> **Exercise**:
Find the word "برای" in the listing below. Copy every line that has it.

> **Records for processing**:
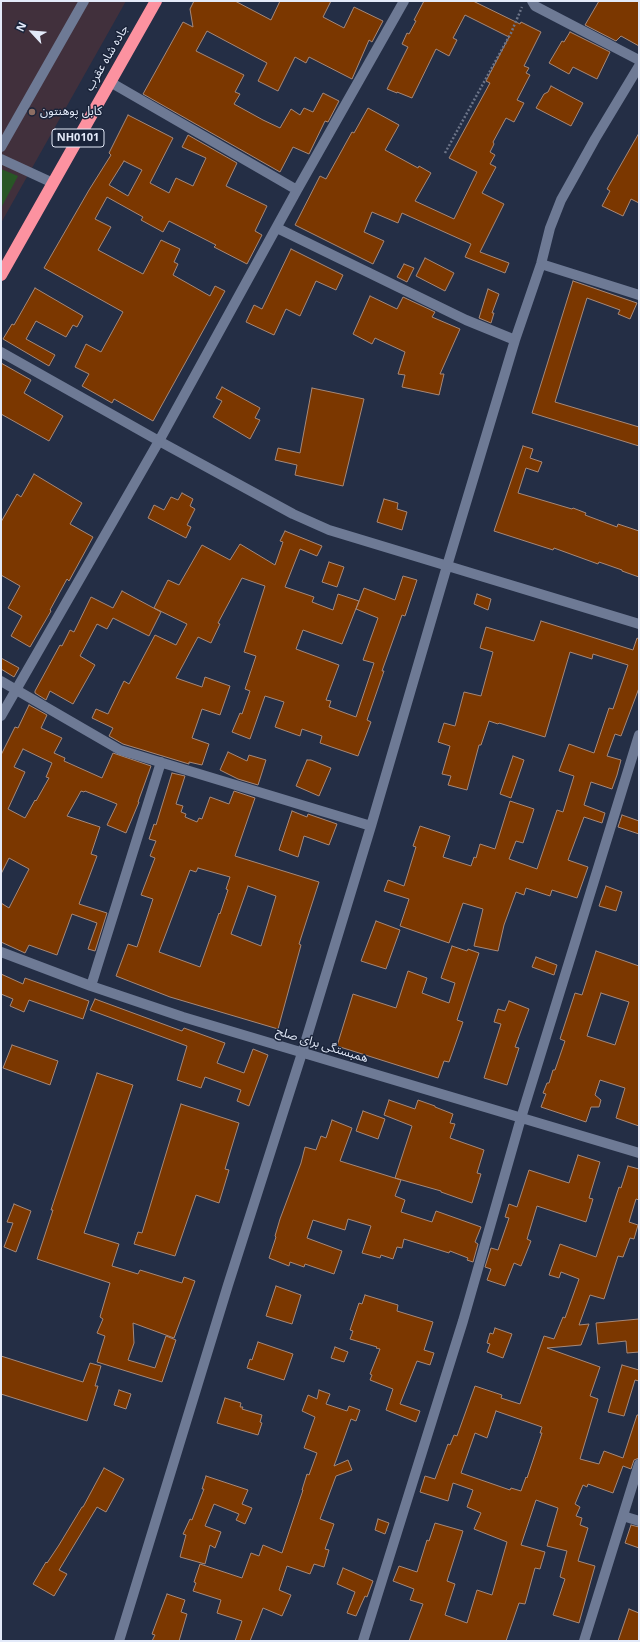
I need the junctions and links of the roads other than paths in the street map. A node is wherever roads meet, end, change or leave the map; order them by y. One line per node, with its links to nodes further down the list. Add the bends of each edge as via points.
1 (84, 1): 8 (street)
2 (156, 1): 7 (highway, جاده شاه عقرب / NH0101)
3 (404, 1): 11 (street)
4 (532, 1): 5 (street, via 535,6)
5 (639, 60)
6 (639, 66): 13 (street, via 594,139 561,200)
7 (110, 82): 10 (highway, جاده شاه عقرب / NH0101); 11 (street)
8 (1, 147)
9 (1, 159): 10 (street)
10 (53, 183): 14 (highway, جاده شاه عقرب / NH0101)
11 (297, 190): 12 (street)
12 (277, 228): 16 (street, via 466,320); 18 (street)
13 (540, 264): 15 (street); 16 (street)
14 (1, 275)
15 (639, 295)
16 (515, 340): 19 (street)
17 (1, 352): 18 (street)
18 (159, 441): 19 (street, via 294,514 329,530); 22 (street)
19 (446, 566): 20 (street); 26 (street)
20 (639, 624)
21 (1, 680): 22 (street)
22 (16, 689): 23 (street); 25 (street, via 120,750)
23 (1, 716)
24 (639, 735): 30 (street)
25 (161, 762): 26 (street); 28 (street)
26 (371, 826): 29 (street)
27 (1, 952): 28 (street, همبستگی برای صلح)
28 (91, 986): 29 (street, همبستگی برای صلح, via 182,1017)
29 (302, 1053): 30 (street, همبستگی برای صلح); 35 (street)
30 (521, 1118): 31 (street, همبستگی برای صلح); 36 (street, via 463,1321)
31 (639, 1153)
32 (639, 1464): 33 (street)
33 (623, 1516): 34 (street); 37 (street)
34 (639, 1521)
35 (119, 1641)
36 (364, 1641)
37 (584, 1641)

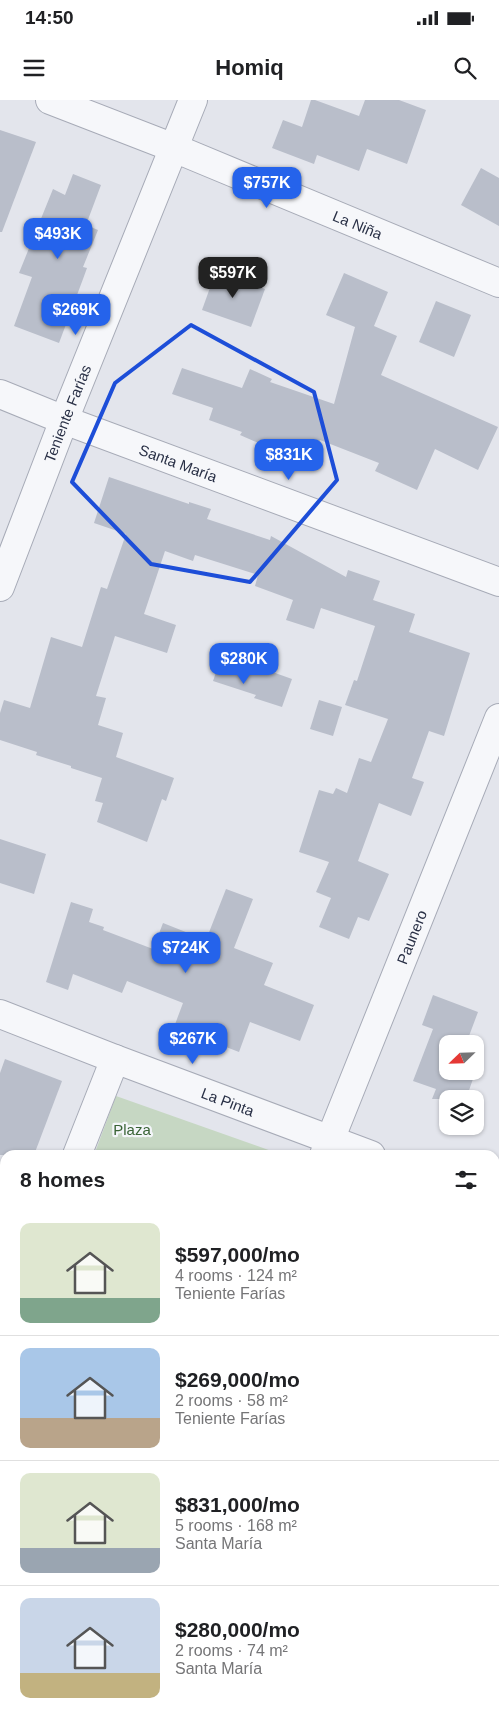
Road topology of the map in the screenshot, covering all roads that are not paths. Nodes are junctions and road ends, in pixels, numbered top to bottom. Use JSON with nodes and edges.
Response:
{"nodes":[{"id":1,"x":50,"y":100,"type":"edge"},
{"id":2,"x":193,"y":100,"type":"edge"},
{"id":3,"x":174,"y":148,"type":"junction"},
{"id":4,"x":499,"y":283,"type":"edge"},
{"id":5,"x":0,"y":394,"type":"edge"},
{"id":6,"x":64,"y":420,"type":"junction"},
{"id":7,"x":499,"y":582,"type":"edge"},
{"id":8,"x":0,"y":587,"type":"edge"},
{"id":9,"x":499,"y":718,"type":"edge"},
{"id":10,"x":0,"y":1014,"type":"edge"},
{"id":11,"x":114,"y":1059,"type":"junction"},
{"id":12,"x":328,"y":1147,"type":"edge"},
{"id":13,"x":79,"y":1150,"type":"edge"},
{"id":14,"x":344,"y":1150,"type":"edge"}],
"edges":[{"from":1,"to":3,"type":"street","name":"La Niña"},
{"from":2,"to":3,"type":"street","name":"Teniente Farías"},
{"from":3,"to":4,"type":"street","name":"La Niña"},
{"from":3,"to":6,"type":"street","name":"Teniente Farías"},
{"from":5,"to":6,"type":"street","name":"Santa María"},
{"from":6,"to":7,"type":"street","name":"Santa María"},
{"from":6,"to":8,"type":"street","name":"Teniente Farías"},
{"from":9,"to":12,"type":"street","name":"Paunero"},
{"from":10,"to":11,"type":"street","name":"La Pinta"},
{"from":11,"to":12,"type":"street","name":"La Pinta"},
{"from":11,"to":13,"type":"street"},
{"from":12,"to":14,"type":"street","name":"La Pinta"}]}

> **Answer to this task**:
27 (1, 952): 28 (street, همبستگی برای صلح)
28 (91, 986): 29 (street, همبستگی برای صلح, via 182,1017)
29 (302, 1053): 30 (street, همبستگی برای صلح); 35 (street)
30 (521, 1118): 31 (street, همبستگی برای صلح); 36 (street, via 463,1321)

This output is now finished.